[EXTRACTED MATERIAL — start]
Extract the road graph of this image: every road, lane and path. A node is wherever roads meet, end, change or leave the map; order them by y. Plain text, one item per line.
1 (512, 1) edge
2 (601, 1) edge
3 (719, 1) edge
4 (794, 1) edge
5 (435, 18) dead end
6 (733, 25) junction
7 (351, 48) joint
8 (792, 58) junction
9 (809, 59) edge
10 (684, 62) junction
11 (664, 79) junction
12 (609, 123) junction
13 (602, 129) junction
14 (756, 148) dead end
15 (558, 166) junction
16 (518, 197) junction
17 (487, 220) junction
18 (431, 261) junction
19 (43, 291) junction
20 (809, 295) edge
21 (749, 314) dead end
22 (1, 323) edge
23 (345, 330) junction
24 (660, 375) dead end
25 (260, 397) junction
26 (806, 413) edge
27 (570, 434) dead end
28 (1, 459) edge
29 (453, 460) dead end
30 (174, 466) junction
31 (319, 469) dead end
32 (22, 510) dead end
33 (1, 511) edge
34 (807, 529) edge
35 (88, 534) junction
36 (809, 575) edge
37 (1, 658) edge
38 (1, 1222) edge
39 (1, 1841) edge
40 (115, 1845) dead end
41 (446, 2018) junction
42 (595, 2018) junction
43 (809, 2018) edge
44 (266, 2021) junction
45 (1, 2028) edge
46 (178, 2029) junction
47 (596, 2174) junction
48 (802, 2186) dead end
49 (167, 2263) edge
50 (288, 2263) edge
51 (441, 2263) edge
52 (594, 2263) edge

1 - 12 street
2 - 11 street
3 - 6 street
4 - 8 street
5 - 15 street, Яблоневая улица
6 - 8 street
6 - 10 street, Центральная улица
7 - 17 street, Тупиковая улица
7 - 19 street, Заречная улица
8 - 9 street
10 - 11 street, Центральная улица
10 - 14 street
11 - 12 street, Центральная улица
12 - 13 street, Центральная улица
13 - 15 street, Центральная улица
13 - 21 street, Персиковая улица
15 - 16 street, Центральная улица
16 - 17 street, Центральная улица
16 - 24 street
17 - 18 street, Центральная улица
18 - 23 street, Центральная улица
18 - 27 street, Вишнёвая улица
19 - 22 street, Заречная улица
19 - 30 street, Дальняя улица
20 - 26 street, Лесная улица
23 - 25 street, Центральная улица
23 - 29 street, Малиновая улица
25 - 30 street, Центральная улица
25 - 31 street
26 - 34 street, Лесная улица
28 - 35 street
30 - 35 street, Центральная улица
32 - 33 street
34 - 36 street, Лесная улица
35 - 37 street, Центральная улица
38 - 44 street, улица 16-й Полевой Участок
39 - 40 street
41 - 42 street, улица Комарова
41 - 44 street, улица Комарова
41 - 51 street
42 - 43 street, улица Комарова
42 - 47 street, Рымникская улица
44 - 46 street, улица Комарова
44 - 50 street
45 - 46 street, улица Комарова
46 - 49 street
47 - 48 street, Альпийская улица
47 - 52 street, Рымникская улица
[EXTRACTED MATERIAL — finish]
### WORK REQUIRED
If a line of the data holds the string "dead", list it.

### RESPONSE
5 (435, 18) dead end
14 (756, 148) dead end
21 (749, 314) dead end
24 (660, 375) dead end
27 (570, 434) dead end
29 (453, 460) dead end
31 (319, 469) dead end
32 (22, 510) dead end
40 (115, 1845) dead end
48 (802, 2186) dead end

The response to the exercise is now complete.